## Stored items:

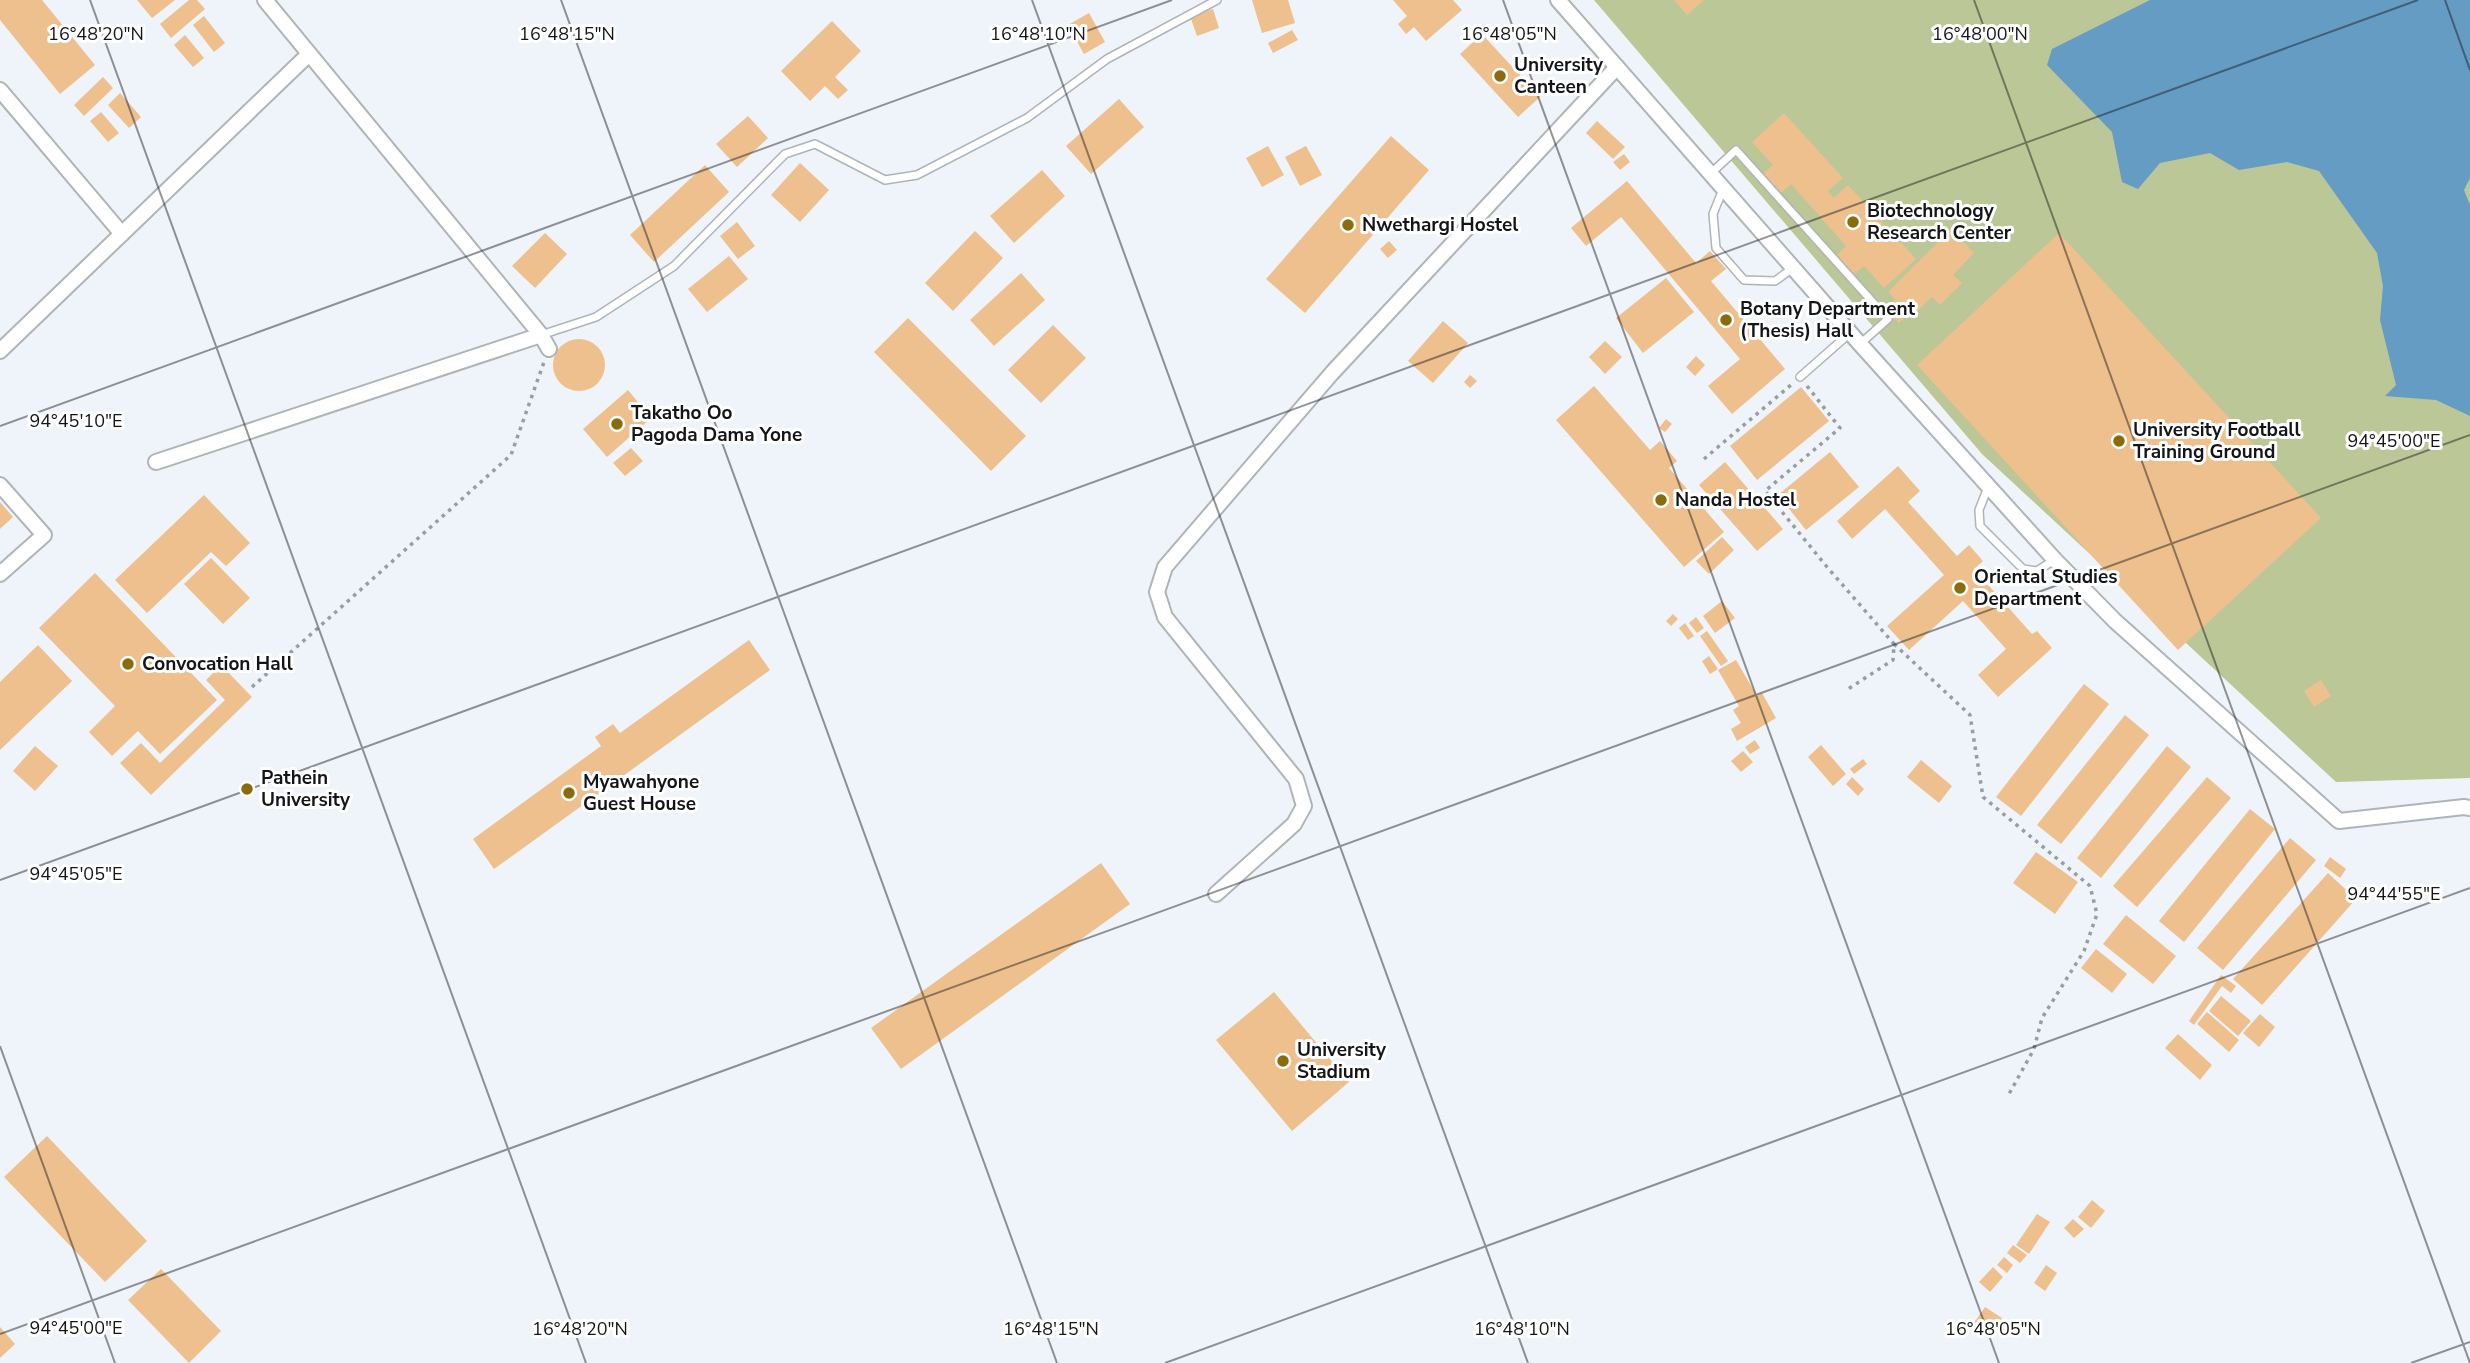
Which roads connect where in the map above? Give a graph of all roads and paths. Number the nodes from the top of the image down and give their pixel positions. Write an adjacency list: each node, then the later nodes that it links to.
1 (265, 0): 4 (street)
2 (1217, 0): 11 (lane)
3 (1558, 0): 5 (street)
4 (309, 54): 9 (street); 11 (street)
5 (1618, 67): 7 (street); 26 (street)
6 (0, 90): 9 (street)
7 (1710, 174): 8 (street); 12 (lane)
8 (1723, 188): 10 (street); 10 (lane)
9 (122, 234): 14 (street)
10 (1793, 268): 12 (street)
11 (541, 335): 13 (street); 17 (street)
12 (1855, 339): 15 (lane); 19 (street)
13 (549, 349): 23 (path)
14 (0, 351)
15 (1800, 377): 16 (path); 22 (path)
16 (1704, 459)
17 (156, 462)
18 (0, 485): 21 (street)
19 (1988, 486): 20 (street); 20 (lane)
20 (2055, 560): 25 (street)
21 (0, 575)
22 (1894, 644): 24 (path); 27 (path)
23 (252, 687)
24 (1845, 691)
25 (2470, 808)
26 (1216, 894)
27 (2009, 1094)

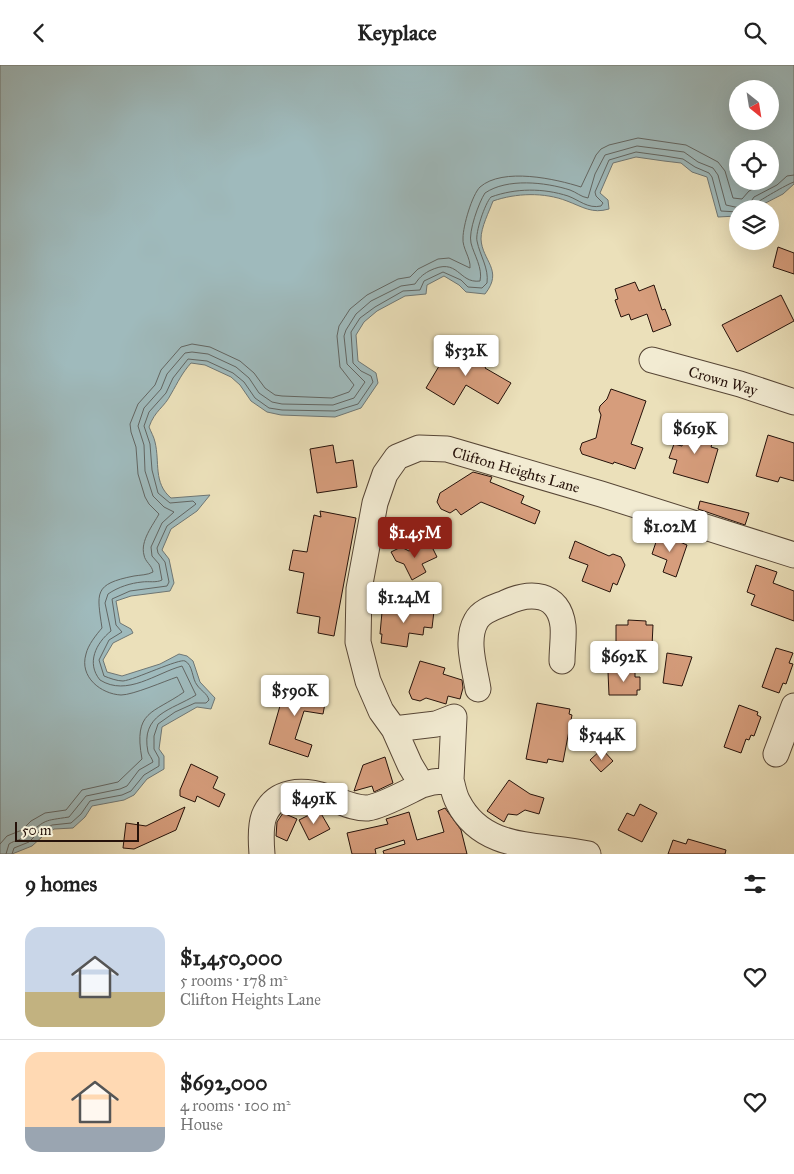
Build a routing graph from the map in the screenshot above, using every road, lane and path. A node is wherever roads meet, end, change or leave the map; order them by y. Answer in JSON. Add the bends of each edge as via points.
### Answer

## Task brief:
In the records above, how many lines hold the string "Answer"? Give the number only.

## Result below:
2